O SR. ALOIZIO MERCADANTE (Bloco/PT - SP. Pronuncia o seguinte discurso. Sem revisão do orador.) - Srª Presidente, Srªs e Srs. Senadores, subo a esta tribuna num momento importante da história do País, quando a democracia brasileira sai vitoriosa pelo pleito que tivemos, que foi uma demonstração, primeiro, de competência pela informatização das urnas, pela agilidade, pela falta de “conflitualidade” na disputa democrática, mas, sobretudo, pela intensa participação dos partidos, pela mais ampla liberdade democrática de expressão.

Saio particularmente realizado com o resultado dessas eleições, que, sobretudo, reafirmaram um caminho que eu acreditava ser o melhor para o Brasil. A vitória do Presidente Lula com quase 61% dos votos no segundo turno foi uma afirmação popular, um reconhecimento da sociedade e um estímulo para que se possa avançar no caminho trilhado ao longo desses quatro anos.

Quero dizer, no entanto, que a eleição acabou e que é importante as forças políticas descerem do palanque, para que possamos restabelecer, no âmbito do Parlamento e particularmente do Senado Federal, um ambiente que esteve presente no início do primeiro Governo do Presidente Lula.

Esta Casa foi fundamental no diálogo entre Oposição e Governo e na elaboração de políticas públicas. O que fizemos de aprimoramento do projeto de reforma tributária foram concepções e inovações construídas a partir do Senado, suprapartidariamente.

Aprimoramos o projeto de reforma da Previdência.

Inovamos o projeto de biossegurança, inclusive num impasse longo que existia em relação a como inovar a ciência e a tecnologia e estimular o investimento em pesquisa com a segurança que é necessária nesse caminho da biotecnologia.

Igualmente, propusemos a inovação na Lei de Falências, um estatuto jurídico de quase meio século sem alteração, construído por esta Casa e que hoje agiliza a solução de conflitos, diminui o custo jurídico das empresas e dá estímulo ao crédito e ao financiamento.

Podemos citar também o Estatuto do Desarmamento, que foi uma iniciativa nascida no âmbito do Senado Federal, no âmbito do Congresso Nacional e que foi fundamental para desarmar e criar uma cultura de paz e de não violência na sociedade.

Há uma lista longa de avanços legislativos que nós tivemos. Creio que esse ambiente de diálogo e de negociação e de disputa, a partir de propostas e de concepções, é fundamental que se restabeleça neste momento. Todo o meu esforço será feito no sentido de propor um debate que avance nessa direção.

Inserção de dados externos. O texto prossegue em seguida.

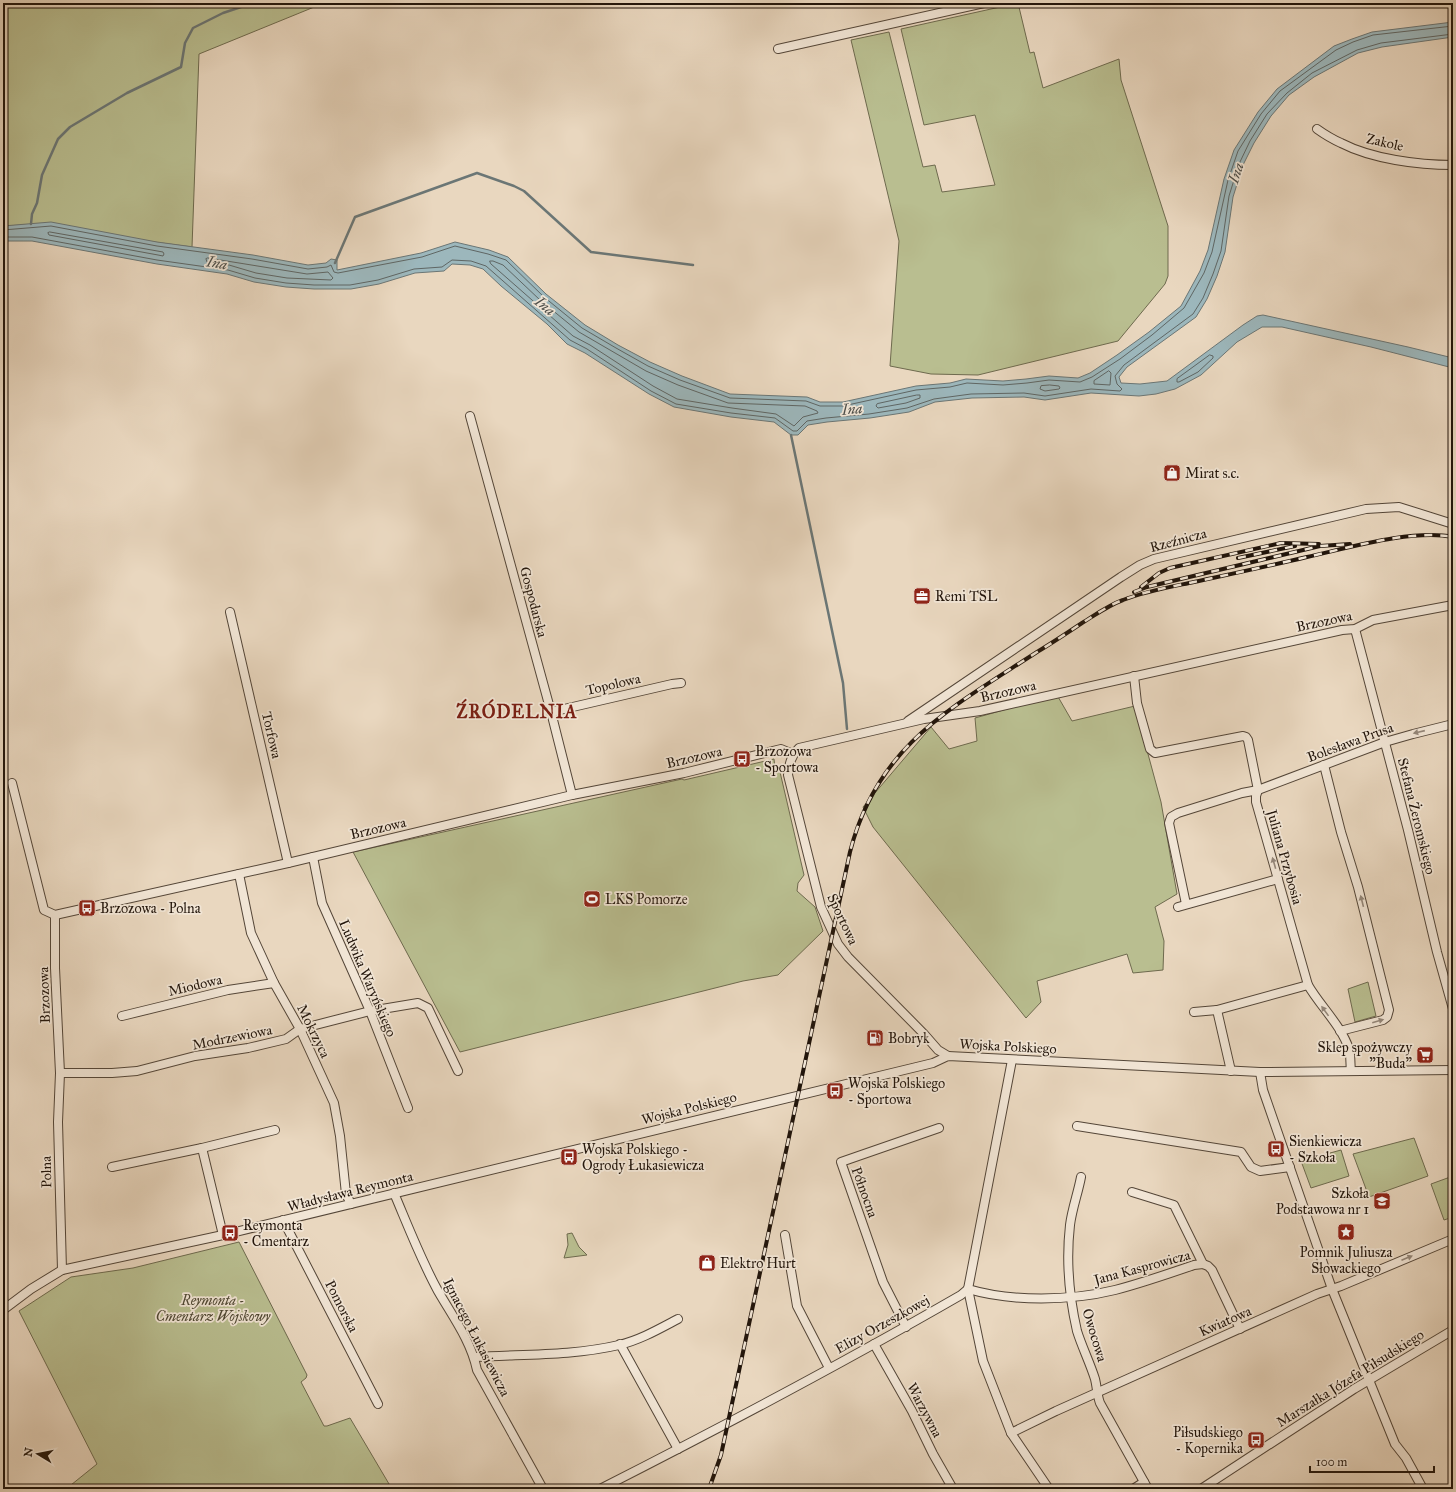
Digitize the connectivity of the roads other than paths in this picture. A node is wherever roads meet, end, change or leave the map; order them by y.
1 (984, 3) edge
2 (778, 49) dead end
3 (1316, 129) dead end
4 (1453, 165) edge
5 (470, 416) dead end
6 (1453, 524) edge
7 (1453, 605) edge
8 (230, 612) dead end
9 (1355, 629) junction
10 (1134, 676) junction
11 (681, 683) dead end
12 (551, 712) junction
13 (904, 724) junction
14 (1453, 724) edge
15 (1385, 742) junction
16 (793, 754) junction
17 (1324, 765) junction
18 (12, 783) dead end
19 (1258, 790) junction
20 (572, 795) junction
21 (313, 857) junction
22 (288, 863) junction
23 (239, 874) junction
24 (1278, 879) junction
25 (55, 915) junction
26 (274, 983) junction
27 (1308, 985) junction
28 (1453, 1009) edge
29 (1217, 1010) junction
30 (370, 1011) junction
31 (1194, 1012) dead end
32 (122, 1016) dead end
33 (300, 1029) junction
34 (1340, 1031) junction
35 (948, 1056) junction
36 (1012, 1060) junction
37 (1453, 1070) edge
38 (458, 1071) dead end
39 (1231, 1071) junction
40 (1351, 1071) junction
41 (1260, 1072) junction
42 (60, 1073) junction
43 (408, 1108) dead end
44 (1077, 1126) dead end
45 (939, 1128) dead end
46 (275, 1130) dead end
47 (202, 1148) junction
48 (112, 1167) dead end
49 (504, 1167) joint
50 (1290, 1167) junction
51 (1081, 1177) dead end
52 (1132, 1192) dead end
53 (394, 1193) junction
54 (351, 1204) junction
55 (283, 1220) junction
56 (223, 1235) junction
57 (785, 1235) dead end
58 (1453, 1239) edge
59 (1203, 1264) junction
60 (62, 1270) junction
61 (968, 1289) junction
62 (1332, 1290) junction
63 (1070, 1297) junction
64 (3, 1310) edge
65 (678, 1319) dead end
66 (906, 1327) junction
67 (1240, 1328) junction
68 (1453, 1330) edge
69 (620, 1344) junction
70 (874, 1344) junction
71 (475, 1357) junction
72 (829, 1368) junction
73 (1370, 1380) junction
74 (1097, 1394) junction
75 (378, 1404) dead end
76 (1011, 1433) junction
77 (678, 1449) junction
78 (1146, 1485) edge
79 (543, 1489) edge
80 (600, 1489) edge
81 (952, 1489) edge
82 (1049, 1489) edge
83 (1133, 1489) edge
84 (1202, 1489) edge
85 (1423, 1489) edge

1 - 2 street
3 - 4 street, Zakole
5 - 12 street, Gospodarska
6 - 13 street, Rzeźnicza
7 - 9 street, Brzozowa
8 - 22 street, Torfowa
9 - 10 street, Brzozowa
9 - 15 street, Stefana Żeromskiego
10 - 13 street, Brzozowa
10 - 19 street, Juliana Przybosia
11 - 12 street, Topolowa
12 - 20 street, Gospodarska
13 - 16 street, Brzozowa
14 -> 15 street, Bolesława Prusa
15 - 17 street, Bolesława Prusa
15 - 28 street, Stefana Żeromskiego
16 - 20 street, Brzozowa
16 - 35 street, Sportowa
17 - 19 street, Bolesława Prusa
34 -> 17 street
18 - 25 street
24 -> 19 street, Juliana Przybosia
19 - 24 street, Bolesława Prusa
20 - 21 street, Brzozowa
21 - 22 street, Brzozowa
21 - 30 street, Ludwika Waryńskiego
22 - 23 street, Brzozowa
23 - 25 street, Brzozowa
23 - 26 street, Mokrzyca
24 - 27 street, Juliana Przybosia
25 - 42 street, Brzozowa
26 - 32 street, Miodowa
26 - 33 street, Mokrzyca
27 - 29 street
34 -> 27 street, Juliana Przybosia
29 - 31 street
29 - 39 street
30 - 33 street, Modrzewiowa
30 - 38 street, Modrzewiowa
30 - 43 street, Ludwika Waryńskiego
33 - 42 street, Modrzewiowa
33 - 54 street, Mokrzyca
34 - 40 street, Juliana Przybosia
35 - 36 street, Wojska Polskiego
35 - 49 street, Wojska Polskiego
36 - 39 street, Wojska Polskiego
36 - 61 street
37 - 40 street, Wojska Polskiego
39 - 41 street, Wojska Polskiego
40 - 41 street, Wojska Polskiego
41 - 50 street
42 - 60 street, Polna
44 - 50 street
45 - 66 street, Północna
46 - 47 street
47 - 48 street
47 - 56 street
49 - 53 street, Władysława Reymonta
50 - 62 street
51 - 63 street, Owocowa
52 - 59 street, Jana Kasprowicza
53 - 54 street, Władysława Reymonta
53 - 71 street, Ignacego Łukasiewicza
54 - 55 street, Władysława Reymonta
55 - 56 street, Władysława Reymonta
55 - 75 street, Pomorska
56 - 60 street, Władysława Reymonta
57 - 72 street
62 -> 58 street, Kwiatowa
59 - 63 street, Jana Kasprowicza
59 - 67 street, Jana Kasprowicza
60 - 64 street, Władysława Reymonta
61 - 63 street, Jana Kasprowicza
61 - 66 street, Elizy Orzeszkowej
61 - 76 street
62 - 67 street, Kwiatowa
62 - 73 street
63 - 74 street, Owocowa
65 - 69 street
66 - 70 street, Elizy Orzeszkowej
67 - 74 street, Kwiatowa
68 - 73 street, Marszałka Józefa Piłsudskiego
69 - 71 street
69 - 77 street
70 - 72 street, Elizy Orzeszkowej
70 - 81 street, Warzywna
71 - 79 street, Ignacego Łukasiewicza
72 - 77 street, Elizy Orzeszkowej
73 - 84 street, Marszałka Józefa Piłsudskiego
73 - 85 street
74 - 76 street, Kwiatowa
74 - 78 street, Owocowa
76 - 82 street
77 - 80 street, Elizy Orzeszkowej
78 - 83 street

É com essa intenção que venho a esta tribuna, porque considero que o maior desafio do novo Governo do Presidente Lula e do Brasil, neste momento da sua história, é constituir um pacto pelo crescimento econômico. O Governo definiu que o seu eixo será desenvolvimento econômico, inclusão social e educação de qualidade, mas não haverá desenvolvimento com inclusão social e educação de qualidade sem a força do crescimento econômico.

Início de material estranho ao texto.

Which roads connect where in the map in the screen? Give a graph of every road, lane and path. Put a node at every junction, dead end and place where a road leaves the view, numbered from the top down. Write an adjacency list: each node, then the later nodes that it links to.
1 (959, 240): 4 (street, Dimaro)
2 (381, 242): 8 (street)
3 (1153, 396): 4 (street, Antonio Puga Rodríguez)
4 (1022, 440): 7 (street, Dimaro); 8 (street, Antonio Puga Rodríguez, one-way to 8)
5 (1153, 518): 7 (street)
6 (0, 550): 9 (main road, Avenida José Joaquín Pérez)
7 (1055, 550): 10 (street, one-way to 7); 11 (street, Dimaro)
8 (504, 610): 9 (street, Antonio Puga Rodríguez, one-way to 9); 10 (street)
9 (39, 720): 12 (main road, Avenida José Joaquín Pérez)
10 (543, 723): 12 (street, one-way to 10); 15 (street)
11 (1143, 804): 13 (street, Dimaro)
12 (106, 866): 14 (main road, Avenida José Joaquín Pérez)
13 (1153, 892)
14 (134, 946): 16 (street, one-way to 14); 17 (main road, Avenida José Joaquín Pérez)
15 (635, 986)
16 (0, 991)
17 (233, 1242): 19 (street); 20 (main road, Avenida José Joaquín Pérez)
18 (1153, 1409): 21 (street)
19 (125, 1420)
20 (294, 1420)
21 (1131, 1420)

O crescimento é o maior desafio, não apenas deste Governo, mas, eu diria, da nossa geração. Isso porque nós somos o País que, de 1880 a 1980, sustentou a maior taxa de crescimento da economia internacional e a segunda taxa de crescimento de PIB per capita, perdendo apenas para o Japão. E, no entanto, nos últimos 26 anos, vimos trilhando taxas de crescimento extremamente modestas, quando não mais medíocres.

Pelo tamanho desta Nação, pelos recursos naturais que possui, pela sua base industrial, científica e tecnológica, pelo seu potencial agrícola, pela capacidade de produzir energia com menor custo ambiental, pela sua força de trabalho, pela criatividade de seu povo, não é possível nos acomodarmos nesse cenário.

Portanto, o grande debate neste início de governo, do meu ponto de vista, é definir qual o melhor caminho para o crescimento.

Vejo neste momento quatro posições que disputam, teoricamente, em concepção de políticas públicas, o caminho do crescimento econômico, e vou nominá-las, mais para facilitar o entendimento do que propriamente para estereotipar a posição.

A primeira posição é a que eu chamaria de concepção neoliberal. Tal concepção é muito bem defendida, por exemplo, recentemente, pelo economista - bastante competente e convicto desses valores - Gustavo Franco, que diz, bem como dizem todos os economistas reconhecidos neste País, que não haverá crescimento econômico acelerado se não aumentar a taxa de investimento da economia. A grande questão do crescimento é aumentarmos o que os economistas chamam de formação bruta de capital fixo ou a taxa de investimento da economia.

Vou dar alguns exemplos. O Brasil cresceu, de 1994 a 2005, a uma média de 2,7% ao ano, com uma taxa de investimento de 19% do PIB. O México cresceu de forma muito parecida com o Brasil: 2,9% do PIB, com uma taxa de crescimento de 20,1% do PIB. Portanto, investiu muito próximo e cresceu também muito próximo. O Chile foi um pouco além: teve uma taxa de crescimento de 5,1% do PIB e uma taxa de investimento de 23,1% do PIB.

A Índia cresceu mais: 6,5% do PIB e investiu 23,7% do PIB. A China cresceu 9,6% e investiu 36,1%. Portanto, não haverá crescimento acelerado se não aumentarmos a taxa de investimento.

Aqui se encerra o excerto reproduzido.